OSRIC will last; this is and isn't in the tabletop tactical gaming genre. It isn't as profoundly detailed and tactical, nor are the character builds affecting the map too much. A wider variety of options needs to be added. But it is another S-Tier game, possibly the best of all time. This is a far better choice if you are content playing "theater of the mind" with 5E. This beats any rules-light dungeon game and gives you enough detail and depth to satisfy.

So, with the Humble Bundle of PDFs, I am reading the Pathfinder 2E Remaster. I bounced off this game hard the first time I tried to learn it, and the original 2E book having so much in it did not help. There was no way I was learning twelve classes, not with a few of them being conceptually complex, like an alchemist. There was way too much information in the first book, and it was too big, there was too much in it; the information seemed like a wall to climb and I needed help to get over the learning curve.

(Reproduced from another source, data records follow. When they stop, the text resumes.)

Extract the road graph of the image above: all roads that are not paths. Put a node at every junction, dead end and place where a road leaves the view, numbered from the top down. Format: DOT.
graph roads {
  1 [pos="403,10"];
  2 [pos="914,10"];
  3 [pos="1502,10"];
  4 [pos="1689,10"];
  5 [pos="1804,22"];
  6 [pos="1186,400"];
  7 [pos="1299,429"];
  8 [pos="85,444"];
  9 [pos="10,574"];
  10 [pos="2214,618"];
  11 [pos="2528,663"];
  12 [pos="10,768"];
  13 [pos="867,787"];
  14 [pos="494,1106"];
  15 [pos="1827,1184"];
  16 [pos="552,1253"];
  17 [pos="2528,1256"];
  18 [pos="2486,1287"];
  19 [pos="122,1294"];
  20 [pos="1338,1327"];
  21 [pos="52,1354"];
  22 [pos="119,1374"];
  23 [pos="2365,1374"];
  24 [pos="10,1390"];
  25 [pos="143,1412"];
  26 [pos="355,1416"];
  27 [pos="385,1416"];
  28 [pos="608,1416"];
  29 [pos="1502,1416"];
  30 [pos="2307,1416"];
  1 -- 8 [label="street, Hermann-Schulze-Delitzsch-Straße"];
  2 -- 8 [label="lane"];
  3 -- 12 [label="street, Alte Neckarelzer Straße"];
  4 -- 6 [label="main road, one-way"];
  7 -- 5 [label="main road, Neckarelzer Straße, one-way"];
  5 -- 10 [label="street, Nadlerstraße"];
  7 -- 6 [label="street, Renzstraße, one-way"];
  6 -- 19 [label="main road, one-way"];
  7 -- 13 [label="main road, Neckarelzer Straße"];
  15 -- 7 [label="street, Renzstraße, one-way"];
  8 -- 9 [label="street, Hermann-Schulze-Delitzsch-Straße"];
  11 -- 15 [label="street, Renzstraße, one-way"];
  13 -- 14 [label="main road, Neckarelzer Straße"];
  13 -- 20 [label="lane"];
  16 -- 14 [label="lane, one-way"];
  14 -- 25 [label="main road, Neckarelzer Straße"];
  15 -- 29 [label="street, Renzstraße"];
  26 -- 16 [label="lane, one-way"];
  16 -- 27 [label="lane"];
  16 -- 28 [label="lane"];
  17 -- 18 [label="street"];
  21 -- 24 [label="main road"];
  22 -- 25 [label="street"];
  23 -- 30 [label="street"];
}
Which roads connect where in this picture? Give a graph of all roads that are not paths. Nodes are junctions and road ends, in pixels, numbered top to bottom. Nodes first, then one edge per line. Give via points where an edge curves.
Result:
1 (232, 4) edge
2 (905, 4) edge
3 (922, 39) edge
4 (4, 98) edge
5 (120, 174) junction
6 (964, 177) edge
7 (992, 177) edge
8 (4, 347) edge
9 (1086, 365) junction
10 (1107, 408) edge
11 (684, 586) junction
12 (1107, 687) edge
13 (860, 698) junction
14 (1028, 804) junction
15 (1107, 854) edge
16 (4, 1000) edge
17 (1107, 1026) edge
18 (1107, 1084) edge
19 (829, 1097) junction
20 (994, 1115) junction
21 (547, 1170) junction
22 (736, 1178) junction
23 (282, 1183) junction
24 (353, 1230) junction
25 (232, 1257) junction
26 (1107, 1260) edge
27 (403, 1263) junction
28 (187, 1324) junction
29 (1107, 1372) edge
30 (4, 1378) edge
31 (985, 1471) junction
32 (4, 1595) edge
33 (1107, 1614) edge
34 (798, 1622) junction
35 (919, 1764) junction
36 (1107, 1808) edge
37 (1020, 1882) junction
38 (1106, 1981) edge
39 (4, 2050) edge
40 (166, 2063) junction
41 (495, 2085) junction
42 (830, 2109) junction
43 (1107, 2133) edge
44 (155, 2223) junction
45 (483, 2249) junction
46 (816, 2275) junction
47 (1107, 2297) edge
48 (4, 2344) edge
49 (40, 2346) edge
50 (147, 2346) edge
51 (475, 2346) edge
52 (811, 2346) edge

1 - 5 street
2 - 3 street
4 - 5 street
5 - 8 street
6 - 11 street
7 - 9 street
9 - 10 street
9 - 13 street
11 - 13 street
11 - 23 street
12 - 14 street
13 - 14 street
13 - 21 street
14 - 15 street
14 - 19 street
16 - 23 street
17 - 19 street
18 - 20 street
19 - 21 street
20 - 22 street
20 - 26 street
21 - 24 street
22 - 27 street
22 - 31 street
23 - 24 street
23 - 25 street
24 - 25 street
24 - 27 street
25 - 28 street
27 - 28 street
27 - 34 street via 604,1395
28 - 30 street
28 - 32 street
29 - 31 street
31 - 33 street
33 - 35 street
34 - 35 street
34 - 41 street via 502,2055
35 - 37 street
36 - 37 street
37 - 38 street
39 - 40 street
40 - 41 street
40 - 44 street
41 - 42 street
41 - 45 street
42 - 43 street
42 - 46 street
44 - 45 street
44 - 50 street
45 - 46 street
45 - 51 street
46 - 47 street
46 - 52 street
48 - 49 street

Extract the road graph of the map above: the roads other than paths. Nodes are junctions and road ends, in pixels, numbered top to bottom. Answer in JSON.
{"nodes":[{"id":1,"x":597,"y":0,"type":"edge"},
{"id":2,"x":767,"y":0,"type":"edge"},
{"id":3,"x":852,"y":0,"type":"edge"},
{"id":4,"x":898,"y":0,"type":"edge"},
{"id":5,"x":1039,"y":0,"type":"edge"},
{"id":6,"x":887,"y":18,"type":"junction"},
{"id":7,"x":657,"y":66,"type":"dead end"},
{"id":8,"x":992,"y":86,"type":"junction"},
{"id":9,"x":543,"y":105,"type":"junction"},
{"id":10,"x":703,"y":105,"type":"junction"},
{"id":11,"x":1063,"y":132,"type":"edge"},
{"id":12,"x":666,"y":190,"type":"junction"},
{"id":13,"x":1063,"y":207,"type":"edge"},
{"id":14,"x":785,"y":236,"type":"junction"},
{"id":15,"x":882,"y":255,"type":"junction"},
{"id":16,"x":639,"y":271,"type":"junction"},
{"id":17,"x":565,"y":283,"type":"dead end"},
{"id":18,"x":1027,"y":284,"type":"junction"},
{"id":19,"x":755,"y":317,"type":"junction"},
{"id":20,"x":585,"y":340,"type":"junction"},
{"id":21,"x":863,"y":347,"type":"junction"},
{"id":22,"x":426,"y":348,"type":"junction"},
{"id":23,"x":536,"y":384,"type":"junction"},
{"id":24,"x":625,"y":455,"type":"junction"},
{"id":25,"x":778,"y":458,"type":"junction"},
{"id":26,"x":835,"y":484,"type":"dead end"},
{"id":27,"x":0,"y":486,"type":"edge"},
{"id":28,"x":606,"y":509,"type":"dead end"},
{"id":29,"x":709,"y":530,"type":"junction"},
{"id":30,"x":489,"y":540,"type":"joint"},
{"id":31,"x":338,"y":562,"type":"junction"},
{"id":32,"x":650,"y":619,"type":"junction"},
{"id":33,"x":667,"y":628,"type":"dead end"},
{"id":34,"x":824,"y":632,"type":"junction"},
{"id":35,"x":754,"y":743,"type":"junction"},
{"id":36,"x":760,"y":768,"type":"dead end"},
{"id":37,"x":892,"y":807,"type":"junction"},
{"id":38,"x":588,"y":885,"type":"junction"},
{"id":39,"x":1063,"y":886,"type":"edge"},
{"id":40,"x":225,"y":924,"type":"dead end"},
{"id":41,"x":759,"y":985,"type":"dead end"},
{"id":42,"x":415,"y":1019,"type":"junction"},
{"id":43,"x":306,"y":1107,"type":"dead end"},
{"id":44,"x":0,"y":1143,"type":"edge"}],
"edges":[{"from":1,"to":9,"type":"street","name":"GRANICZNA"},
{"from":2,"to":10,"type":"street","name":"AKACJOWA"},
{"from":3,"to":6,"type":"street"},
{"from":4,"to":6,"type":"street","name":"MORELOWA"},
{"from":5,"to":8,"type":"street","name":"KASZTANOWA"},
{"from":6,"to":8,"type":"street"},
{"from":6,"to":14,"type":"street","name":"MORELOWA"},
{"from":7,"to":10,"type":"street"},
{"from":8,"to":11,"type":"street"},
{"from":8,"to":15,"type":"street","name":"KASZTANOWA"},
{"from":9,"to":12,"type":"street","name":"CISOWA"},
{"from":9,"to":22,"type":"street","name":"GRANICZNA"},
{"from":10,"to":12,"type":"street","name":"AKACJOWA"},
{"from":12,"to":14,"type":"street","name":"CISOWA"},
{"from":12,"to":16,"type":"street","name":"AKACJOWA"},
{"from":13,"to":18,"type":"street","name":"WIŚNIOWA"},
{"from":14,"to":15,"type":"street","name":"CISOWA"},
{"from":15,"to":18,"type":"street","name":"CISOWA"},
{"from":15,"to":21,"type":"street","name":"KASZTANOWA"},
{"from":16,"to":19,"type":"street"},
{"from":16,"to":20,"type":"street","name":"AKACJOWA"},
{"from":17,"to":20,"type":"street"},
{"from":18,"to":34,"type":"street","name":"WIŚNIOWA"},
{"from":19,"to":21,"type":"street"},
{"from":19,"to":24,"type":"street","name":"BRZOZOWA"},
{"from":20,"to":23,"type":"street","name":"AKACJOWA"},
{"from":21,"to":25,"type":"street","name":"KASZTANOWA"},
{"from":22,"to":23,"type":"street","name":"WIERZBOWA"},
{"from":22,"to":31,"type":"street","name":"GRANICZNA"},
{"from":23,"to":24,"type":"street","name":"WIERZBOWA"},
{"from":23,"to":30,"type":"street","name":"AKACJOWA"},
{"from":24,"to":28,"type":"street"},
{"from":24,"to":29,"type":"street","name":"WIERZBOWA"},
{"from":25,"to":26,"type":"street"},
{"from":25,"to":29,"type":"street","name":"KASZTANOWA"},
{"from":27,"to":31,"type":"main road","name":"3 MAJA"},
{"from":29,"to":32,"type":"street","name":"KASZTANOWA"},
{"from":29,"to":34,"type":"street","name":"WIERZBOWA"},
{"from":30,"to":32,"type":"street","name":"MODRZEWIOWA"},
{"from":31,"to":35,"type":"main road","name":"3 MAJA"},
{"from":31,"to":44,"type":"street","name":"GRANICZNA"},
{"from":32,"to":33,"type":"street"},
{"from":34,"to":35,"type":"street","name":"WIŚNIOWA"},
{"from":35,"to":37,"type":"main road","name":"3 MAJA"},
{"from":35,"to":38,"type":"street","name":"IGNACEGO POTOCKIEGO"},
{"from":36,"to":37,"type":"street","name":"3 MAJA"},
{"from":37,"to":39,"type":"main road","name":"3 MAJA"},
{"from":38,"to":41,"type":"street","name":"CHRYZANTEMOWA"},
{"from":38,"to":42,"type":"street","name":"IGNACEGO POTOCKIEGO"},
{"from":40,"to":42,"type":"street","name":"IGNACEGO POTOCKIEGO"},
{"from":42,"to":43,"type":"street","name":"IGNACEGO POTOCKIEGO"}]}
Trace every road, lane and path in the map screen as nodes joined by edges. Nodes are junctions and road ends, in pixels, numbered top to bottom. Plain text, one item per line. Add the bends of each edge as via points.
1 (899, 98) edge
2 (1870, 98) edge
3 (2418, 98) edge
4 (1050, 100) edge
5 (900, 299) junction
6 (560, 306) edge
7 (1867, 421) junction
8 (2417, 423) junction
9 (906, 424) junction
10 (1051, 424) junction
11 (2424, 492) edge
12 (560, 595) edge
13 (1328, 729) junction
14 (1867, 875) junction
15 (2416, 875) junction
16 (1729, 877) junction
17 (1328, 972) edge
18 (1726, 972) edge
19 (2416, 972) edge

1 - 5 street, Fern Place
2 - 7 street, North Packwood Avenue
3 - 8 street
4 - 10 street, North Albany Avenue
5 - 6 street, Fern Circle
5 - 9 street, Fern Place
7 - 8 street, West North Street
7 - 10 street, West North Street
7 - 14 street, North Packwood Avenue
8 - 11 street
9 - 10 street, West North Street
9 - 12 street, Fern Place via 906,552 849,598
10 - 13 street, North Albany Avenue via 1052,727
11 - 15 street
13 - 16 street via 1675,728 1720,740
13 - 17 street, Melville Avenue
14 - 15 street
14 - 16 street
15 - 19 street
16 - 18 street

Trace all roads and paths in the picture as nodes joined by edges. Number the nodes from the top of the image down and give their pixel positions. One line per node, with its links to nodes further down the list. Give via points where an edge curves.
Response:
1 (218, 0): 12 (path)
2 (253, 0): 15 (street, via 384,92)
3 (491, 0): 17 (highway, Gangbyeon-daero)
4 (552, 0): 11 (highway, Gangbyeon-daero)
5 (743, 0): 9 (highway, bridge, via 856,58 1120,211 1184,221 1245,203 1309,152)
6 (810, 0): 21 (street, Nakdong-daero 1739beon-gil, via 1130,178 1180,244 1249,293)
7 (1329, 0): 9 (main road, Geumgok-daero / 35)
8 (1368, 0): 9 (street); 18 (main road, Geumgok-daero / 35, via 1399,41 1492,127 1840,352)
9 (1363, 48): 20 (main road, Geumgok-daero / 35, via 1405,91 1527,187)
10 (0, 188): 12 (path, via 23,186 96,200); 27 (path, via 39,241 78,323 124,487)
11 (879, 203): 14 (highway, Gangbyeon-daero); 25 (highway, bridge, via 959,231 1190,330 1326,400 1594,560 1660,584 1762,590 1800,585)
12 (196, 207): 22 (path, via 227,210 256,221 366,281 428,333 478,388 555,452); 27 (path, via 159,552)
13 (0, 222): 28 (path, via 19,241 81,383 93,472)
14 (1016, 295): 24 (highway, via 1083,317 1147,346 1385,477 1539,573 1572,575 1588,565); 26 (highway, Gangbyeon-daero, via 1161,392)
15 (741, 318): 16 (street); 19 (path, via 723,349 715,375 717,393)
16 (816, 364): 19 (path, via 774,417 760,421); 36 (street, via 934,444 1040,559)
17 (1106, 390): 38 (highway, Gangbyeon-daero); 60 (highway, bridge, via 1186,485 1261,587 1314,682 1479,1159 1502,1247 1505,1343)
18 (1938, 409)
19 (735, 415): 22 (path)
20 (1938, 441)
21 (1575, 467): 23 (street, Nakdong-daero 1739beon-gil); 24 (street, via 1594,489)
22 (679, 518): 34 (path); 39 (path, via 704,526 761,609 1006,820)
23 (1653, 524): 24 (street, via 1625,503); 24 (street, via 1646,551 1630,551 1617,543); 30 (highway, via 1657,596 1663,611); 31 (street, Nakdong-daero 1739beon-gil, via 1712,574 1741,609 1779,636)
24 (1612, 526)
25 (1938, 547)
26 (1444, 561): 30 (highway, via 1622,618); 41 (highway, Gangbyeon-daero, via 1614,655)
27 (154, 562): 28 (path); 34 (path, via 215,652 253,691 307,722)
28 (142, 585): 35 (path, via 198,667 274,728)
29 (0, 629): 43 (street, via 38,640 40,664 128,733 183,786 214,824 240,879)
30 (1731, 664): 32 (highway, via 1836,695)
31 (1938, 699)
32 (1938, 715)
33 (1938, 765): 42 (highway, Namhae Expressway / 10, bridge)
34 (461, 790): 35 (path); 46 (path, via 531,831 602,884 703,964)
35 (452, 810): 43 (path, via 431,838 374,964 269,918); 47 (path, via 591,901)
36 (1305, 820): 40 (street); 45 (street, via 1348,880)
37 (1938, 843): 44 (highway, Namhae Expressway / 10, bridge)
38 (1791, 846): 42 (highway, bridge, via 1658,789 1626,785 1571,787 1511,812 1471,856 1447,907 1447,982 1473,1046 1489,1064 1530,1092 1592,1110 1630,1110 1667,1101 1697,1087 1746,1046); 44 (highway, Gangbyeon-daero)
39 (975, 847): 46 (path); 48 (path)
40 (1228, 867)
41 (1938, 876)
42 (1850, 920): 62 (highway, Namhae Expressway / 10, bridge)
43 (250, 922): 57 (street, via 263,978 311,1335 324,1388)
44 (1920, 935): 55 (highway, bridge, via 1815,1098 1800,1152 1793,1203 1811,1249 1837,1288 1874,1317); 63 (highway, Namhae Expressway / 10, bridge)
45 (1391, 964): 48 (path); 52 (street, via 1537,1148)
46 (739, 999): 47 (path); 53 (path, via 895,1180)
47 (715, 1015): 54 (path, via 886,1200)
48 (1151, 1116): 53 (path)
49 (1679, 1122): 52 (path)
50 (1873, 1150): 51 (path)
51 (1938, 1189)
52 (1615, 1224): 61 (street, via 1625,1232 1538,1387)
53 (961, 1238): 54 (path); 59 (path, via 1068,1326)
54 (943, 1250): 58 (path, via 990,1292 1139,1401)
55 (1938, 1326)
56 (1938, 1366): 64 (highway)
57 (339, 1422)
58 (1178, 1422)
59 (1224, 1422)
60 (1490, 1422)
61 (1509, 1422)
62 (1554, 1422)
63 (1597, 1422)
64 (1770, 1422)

My original Beginner Box had a terribly biased D20 that would not roll above a 6. I would go 7-8 rolls in a row, averaging 5. I know that is a silly reason to quit learning a game, but I put that mountain of information to sort through after dealing with this horrible die, and it seemed like it was not worth the effort. I know, I have plenty of d20s. But, at the time, Open 5E was hitting its stride and attempting a take-off, which never happened. I needed to see the hype and promise of Open 5E. When I saw Open 5E failing to gain traction, the Pathfinder 2E remaster was announced, so I held off for a year to let the game settle and the errata to sort out.

The goal is to return to the tabletop, figures, and tactical play. Story gaming is something that I play solo, and it feels meaningless to me. Putting a map down, a bunch of monsters, and playing each side to their best? That means something. There is a winner and a loser, and how I build characters affects the result.

Playing on a map with figures feels real.

Pathfinder 2E, with the remastered books, is getting another look.